Jotwell aims to fill this gap. Currently there are about 350 law reviews in North America, not to mention relevant journals in related disciplines, foreign publications, and new online pre-print services. "Never in legal publishing have so many written so much, and never has it been harder to figure out what to read," Prof. Froomkin said. At the same time, he pointed out, "great articles sometimes appear in relatively obscure places."
As a result, "other than asking the right person, there's no easy and obvious way to find out what's new, important and interesting in most areas of the law," he said. Jotwell will try to accomplish this objective by being organized into sections—each reflecting a subject area of legal specialization, each with its own URL, and each managed by a pair of editors who will have independent editorial control over it. In addition, it will have a blog-like space for conversation and feedback. As Prof. Froomkin pointed out, it is designed for new generation of scholars "who have adapted to the digital world."

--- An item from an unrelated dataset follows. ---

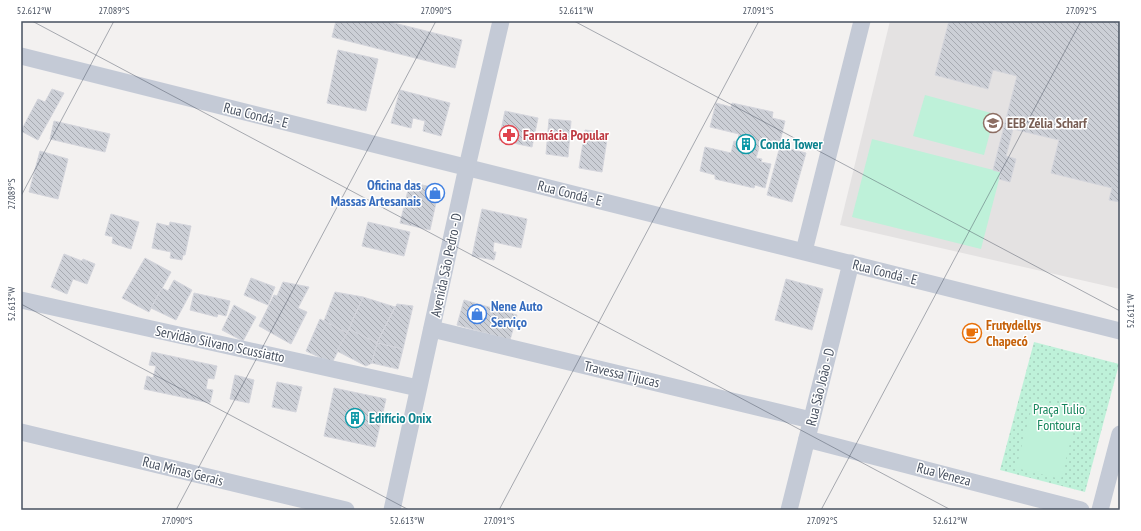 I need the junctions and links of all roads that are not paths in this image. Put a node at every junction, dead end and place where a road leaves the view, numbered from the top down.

The Editors of each section have chosen a team of "Contributing Editors" who are known as leaders in their fields. Each of these editors will write at least one essay of 500-1000 words per year in which they identify and explain the significance of one or more significant recent works.
Current section editors include: " Administrative Law (A. Michael Froomkin, Paul Verkuil) " Constitutional Law (Patrick Gudridge) " Corporate Law (Caroline Bradley, William Wilson Bratton) " Criminal Law (Donna Coker, Jonathan Simon) " Cyberlaw (A. Michael Froomkin, James Grimmelmann) " Intellectual Property (Pam Samuelson, Christopher Sprigman) " Legal Profession (John Flood, Tanina Rostain) " Tax Law (Allison Christians, George Mundstock) ."
As to whether law professors are really ready to praise each other, Prof. Froomkin says optimistically that although some editors admitted it would be a change, most seemed to relish the challenge.